Task prompt. Only the lines of the data holding the string "Redmond" need to be returned.

--- Exercise data ---

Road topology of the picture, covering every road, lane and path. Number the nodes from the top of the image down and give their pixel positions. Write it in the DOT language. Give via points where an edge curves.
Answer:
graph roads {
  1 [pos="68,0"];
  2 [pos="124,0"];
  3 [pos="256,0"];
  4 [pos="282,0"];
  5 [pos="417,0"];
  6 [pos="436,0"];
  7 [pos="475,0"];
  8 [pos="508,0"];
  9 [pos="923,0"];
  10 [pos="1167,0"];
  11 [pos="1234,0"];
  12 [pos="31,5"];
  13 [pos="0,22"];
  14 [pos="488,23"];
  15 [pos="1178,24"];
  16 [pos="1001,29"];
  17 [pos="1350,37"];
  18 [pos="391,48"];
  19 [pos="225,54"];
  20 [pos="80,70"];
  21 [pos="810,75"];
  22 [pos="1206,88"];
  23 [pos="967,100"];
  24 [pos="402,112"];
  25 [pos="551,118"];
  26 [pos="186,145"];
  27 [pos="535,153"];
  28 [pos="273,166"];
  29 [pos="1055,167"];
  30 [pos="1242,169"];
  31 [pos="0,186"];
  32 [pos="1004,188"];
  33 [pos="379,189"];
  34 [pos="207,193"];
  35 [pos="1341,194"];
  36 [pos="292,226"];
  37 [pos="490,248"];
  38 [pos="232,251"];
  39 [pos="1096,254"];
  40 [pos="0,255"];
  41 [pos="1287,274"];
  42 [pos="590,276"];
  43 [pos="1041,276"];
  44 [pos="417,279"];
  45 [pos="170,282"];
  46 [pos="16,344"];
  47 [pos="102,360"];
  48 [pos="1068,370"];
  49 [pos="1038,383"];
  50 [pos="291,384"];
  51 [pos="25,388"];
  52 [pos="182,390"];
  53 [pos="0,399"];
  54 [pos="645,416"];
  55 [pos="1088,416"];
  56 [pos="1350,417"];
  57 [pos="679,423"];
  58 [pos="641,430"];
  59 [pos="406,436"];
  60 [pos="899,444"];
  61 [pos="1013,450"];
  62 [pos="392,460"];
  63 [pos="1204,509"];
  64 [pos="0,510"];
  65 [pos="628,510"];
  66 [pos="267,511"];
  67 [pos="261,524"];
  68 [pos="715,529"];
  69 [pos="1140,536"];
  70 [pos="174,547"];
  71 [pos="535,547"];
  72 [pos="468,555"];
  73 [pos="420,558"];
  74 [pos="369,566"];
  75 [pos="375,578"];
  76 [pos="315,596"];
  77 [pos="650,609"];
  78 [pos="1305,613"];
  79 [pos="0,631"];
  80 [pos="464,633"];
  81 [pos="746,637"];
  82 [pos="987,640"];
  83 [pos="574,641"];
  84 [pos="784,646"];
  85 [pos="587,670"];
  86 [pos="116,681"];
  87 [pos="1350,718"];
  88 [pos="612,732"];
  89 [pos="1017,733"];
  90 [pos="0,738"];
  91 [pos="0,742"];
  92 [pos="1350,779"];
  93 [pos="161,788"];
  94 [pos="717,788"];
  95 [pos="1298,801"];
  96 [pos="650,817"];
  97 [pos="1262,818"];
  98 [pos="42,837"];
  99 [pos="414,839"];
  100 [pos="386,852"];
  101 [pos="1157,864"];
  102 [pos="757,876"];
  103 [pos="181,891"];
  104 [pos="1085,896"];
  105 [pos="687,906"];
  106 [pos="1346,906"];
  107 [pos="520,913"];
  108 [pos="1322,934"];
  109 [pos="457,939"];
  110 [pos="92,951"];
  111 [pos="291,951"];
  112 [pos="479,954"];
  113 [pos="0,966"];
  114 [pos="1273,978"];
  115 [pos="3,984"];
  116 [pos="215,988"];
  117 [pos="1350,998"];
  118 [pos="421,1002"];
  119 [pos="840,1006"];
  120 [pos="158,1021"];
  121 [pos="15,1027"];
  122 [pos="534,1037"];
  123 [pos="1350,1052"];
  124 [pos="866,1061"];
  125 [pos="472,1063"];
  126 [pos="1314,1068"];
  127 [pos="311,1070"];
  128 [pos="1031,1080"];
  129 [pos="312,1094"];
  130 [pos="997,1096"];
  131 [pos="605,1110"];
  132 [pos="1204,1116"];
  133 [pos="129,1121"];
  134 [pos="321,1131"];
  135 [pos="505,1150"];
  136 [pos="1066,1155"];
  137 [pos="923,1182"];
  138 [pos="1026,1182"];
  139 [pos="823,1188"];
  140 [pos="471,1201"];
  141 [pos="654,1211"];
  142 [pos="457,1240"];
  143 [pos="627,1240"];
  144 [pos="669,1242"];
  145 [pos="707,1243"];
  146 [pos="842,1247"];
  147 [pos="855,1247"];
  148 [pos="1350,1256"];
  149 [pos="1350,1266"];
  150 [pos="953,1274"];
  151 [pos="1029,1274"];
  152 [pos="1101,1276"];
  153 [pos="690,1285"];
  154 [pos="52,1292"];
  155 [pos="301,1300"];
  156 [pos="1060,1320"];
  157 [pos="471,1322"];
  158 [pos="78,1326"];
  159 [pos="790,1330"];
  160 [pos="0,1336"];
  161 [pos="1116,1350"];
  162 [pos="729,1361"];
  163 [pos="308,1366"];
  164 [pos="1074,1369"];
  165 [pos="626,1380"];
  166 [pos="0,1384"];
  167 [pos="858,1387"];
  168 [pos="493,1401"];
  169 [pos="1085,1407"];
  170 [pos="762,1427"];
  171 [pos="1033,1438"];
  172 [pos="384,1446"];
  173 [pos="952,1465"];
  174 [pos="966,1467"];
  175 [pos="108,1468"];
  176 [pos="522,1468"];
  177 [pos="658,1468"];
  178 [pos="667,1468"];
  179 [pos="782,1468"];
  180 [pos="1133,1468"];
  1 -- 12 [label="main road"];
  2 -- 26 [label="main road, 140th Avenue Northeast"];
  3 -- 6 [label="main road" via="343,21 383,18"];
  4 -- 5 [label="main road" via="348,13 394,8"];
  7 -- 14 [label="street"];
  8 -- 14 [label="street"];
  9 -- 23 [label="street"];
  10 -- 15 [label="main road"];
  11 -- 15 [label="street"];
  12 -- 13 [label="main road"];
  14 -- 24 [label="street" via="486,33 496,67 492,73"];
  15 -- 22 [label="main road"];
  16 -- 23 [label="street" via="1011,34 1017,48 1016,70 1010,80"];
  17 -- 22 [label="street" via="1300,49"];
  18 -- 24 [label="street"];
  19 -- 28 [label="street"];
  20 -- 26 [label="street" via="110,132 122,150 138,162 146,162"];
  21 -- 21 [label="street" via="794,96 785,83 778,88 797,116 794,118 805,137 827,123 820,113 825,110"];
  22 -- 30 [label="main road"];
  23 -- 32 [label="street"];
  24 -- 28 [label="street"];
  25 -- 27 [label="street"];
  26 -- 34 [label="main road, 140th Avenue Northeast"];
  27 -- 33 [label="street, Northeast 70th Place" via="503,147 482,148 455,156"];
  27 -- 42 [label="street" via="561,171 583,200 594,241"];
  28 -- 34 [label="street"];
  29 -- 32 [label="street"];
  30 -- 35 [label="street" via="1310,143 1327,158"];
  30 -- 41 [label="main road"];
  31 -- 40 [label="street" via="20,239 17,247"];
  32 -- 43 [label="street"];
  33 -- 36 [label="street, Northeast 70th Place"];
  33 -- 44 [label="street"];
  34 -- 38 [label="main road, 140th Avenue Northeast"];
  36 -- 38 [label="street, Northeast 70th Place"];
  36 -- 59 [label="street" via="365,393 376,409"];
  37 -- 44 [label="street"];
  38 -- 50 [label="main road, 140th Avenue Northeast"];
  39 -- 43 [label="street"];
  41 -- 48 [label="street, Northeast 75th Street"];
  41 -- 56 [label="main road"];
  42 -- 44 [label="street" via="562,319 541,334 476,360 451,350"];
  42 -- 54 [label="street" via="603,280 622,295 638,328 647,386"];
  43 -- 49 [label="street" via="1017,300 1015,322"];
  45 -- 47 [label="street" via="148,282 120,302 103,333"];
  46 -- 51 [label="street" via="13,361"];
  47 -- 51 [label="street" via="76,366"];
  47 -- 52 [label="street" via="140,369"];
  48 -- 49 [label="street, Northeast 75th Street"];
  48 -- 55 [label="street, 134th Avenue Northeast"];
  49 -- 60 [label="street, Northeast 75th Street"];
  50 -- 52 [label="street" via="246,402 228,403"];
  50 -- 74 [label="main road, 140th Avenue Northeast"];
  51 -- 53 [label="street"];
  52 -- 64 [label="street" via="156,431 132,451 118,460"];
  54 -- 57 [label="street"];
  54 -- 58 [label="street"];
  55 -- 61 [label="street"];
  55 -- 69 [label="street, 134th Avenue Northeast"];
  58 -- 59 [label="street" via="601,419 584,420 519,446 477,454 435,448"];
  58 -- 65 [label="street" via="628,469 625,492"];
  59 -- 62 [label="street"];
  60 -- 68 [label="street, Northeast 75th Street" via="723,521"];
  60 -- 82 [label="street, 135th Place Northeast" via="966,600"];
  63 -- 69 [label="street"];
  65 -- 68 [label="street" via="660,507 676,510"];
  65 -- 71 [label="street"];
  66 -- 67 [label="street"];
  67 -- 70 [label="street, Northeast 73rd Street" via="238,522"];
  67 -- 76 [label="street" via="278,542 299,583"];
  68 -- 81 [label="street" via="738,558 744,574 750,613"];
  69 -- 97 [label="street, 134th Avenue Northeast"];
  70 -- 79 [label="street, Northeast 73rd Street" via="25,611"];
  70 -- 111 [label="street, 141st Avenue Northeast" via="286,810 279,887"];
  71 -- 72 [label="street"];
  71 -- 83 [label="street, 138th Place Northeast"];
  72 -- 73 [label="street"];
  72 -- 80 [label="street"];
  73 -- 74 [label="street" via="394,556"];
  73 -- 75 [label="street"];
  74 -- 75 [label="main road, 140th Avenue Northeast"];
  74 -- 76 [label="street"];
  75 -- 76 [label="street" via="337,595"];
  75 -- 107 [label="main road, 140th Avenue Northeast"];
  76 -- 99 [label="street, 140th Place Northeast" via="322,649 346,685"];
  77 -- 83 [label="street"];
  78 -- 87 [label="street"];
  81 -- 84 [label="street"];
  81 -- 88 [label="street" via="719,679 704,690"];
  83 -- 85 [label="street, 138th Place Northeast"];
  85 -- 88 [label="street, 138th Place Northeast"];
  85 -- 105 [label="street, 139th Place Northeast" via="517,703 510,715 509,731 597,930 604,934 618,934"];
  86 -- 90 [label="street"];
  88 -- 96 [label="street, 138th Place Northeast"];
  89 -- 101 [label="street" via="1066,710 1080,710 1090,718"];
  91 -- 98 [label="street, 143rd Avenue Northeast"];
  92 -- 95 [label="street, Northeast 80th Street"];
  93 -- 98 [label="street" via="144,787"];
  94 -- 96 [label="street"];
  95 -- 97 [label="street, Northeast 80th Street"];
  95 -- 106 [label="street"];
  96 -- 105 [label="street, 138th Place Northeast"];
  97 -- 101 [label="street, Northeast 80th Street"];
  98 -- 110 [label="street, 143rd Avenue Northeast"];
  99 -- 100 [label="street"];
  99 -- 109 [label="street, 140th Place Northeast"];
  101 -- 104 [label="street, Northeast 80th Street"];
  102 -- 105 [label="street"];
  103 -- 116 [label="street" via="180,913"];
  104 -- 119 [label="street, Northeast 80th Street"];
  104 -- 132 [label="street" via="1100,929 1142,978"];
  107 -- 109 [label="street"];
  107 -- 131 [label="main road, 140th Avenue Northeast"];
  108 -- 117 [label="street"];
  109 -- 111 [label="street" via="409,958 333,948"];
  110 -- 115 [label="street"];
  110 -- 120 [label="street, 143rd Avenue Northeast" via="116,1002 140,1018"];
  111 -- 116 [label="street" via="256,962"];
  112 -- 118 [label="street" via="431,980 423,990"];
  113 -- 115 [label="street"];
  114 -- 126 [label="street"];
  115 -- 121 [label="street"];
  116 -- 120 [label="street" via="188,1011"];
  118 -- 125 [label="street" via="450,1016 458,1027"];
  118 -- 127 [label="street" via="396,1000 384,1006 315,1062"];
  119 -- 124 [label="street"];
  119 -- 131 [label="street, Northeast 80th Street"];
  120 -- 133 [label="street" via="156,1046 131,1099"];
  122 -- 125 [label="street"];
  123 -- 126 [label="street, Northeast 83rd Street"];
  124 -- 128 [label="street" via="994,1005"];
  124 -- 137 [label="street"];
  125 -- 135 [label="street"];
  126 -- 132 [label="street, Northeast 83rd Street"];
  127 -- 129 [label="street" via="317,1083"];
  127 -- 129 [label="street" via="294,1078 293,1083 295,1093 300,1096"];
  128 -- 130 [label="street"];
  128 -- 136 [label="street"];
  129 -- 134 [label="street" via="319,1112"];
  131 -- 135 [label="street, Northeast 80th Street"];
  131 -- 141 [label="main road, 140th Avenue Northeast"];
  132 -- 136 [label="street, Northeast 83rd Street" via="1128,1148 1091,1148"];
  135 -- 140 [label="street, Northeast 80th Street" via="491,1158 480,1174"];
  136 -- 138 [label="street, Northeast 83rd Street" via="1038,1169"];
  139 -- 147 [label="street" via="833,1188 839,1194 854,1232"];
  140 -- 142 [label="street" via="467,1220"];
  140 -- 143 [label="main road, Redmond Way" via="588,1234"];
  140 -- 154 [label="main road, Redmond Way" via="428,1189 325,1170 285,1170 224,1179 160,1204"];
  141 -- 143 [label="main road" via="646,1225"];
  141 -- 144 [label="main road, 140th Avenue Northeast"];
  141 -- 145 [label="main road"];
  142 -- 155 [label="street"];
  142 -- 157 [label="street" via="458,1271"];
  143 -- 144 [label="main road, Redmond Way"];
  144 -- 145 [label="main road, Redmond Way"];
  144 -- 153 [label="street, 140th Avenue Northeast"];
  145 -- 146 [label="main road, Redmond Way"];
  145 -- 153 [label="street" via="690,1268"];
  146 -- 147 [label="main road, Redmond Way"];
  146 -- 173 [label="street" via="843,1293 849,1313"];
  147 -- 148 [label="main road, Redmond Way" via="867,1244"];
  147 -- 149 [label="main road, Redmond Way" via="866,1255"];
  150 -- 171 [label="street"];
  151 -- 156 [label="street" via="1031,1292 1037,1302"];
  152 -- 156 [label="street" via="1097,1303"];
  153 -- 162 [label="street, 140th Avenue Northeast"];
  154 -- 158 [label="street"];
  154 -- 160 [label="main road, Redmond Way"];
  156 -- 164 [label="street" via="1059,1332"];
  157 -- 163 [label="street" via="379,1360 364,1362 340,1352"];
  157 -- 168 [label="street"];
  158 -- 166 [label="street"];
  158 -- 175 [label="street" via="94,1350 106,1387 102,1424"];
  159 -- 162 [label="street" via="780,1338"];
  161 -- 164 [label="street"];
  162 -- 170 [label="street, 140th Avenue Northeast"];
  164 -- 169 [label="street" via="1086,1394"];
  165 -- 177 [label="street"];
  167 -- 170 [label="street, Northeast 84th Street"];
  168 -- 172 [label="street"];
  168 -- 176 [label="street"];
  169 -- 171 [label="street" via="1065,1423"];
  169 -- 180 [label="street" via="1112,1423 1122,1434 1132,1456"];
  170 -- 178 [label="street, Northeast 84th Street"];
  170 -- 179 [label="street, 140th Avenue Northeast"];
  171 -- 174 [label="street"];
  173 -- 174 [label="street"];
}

---

Your response.
  140 -- 143 [label="main road, Redmond Way" via="588,1234"];
  140 -- 154 [label="main road, Redmond Way" via="428,1189 325,1170 285,1170 224,1179 160,1204"];
  143 -- 144 [label="main road, Redmond Way"];
  144 -- 145 [label="main road, Redmond Way"];
  145 -- 146 [label="main road, Redmond Way"];
  146 -- 147 [label="main road, Redmond Way"];
  147 -- 148 [label="main road, Redmond Way" via="867,1244"];
  147 -- 149 [label="main road, Redmond Way" via="866,1255"];
  154 -- 160 [label="main road, Redmond Way"];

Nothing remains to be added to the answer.